Huh. I don't know, man. What do you think?
I've never really trusted him. I've
never really liked him. I don't think he or anyone that works with him knows
what it's like to have real problems. I think they all grew up rich in their
rich oil families, and I really don't think they have any idea what it's like
to go hungry or worry about money or to -
Yeah,
or to worry about getting your electricity shut off and your power shut off and
your water shut off. But damn! Make sure that oil line's moving! That's
important! "It'll trickle down!" You know?
I know. And for him to keep sending all
these soldiers over to get killed, and to say "Bring it on!" when
we're already getting killed over there? Remember when he said that -
"Bring it on"?
Yeah,
how many kids did we lose already?
Over a hundred, I know.
It's
fuckin' phenomenal, man. He's just having a big show.
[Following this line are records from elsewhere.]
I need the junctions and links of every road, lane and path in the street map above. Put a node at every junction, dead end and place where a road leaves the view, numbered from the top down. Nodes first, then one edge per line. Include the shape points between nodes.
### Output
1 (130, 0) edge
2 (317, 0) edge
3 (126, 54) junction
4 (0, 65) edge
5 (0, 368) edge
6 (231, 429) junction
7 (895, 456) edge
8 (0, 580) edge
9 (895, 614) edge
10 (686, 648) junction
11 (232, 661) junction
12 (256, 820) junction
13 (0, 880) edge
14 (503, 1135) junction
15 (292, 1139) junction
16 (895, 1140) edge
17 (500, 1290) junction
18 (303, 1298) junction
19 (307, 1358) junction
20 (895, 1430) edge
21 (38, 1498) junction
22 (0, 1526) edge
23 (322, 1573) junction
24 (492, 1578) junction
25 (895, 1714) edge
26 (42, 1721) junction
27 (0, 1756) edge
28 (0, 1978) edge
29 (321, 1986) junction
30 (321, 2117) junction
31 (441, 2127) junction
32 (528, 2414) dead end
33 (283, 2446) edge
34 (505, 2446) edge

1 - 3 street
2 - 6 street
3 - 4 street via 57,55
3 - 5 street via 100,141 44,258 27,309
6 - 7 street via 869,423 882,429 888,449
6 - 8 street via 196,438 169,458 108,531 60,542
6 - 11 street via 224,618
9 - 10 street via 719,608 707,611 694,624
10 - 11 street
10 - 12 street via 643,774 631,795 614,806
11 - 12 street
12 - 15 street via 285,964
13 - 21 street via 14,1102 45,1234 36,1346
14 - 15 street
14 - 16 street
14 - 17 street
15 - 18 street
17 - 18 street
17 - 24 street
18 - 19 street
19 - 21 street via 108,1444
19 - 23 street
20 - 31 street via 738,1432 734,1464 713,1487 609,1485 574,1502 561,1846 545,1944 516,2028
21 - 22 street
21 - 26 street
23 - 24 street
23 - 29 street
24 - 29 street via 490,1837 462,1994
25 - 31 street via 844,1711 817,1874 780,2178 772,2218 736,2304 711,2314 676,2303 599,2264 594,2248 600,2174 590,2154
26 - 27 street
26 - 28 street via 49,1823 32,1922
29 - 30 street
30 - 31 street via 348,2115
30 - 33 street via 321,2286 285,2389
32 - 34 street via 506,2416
For what? What do we care? We're over
there just to keep the oil moving, right?
That's
all it is. And it's getting worse for us too, man. They thought, when we came
into the country, "Oh, we got it made. We run the country now!" It's
worse than ever. Those guys were just waiting for us to come in! And Saddam?
He's long gone, planning something else with Osama somewhere probably. Or not.
They're both planning - and what about this guy from
Yeah, we don't have a whole lot of
friends right now.
No,
we're not making friends. They're pushing around their weight, and I think it
shows our stupidity. Alright, they can take us out with a couple of carpet
knives, but we can't even get `em with 40 billion dollars worth of high-tech
weapons. What does that tell ya? It's like brain over brawn, as far as I'm
concerned. Now tell me something - when those guys took out the two towers with
pocket knives, didn't that sort of somewhere inside you say, "God, I mean
that's a terrible thing and they killed a lot of innocent people, but boy
that's very admirable."
It didn't make me think
"admirable." It made me think -
I
mean, if you were on their side. If you were getting screwed over, and there's
not much you could do to get these fuckin' Christian fuckin' Fundamentalists
off your ass, so you think of something as simple as that to fuckin' show `em a
lesson. If you were on their side, it would be a whole different feeling than
you have on our side. Of course, they killed tons of innocent people, but they
claim we kill a bunch of innocent people all the fuckin' time. And that's their
point.
Yeah, that's true. I didn't think
"admirable." I thought "incredibly intelligent."
Yeah!
Incredibly intelligent. And we're fighting that kind of intelligence, and our
so- called intelligence doesn't seem to be very intelligent, you know? That's
all I gotta say. And my dad was a high wig in the Navy. He says we're being
stupid. We're being about as stupid as we've ever been since he's been alive.
Oh really.
Yeah.
In terms of not getting any allies? Or
just not having any idea what we're doing? Like, in
Well,
they probably think we're a bunch of snoots, you know what I mean? Shit, it's
just a bunch of crap. And it seems to be turning into more crap everyday. I
even see less American flags being waved.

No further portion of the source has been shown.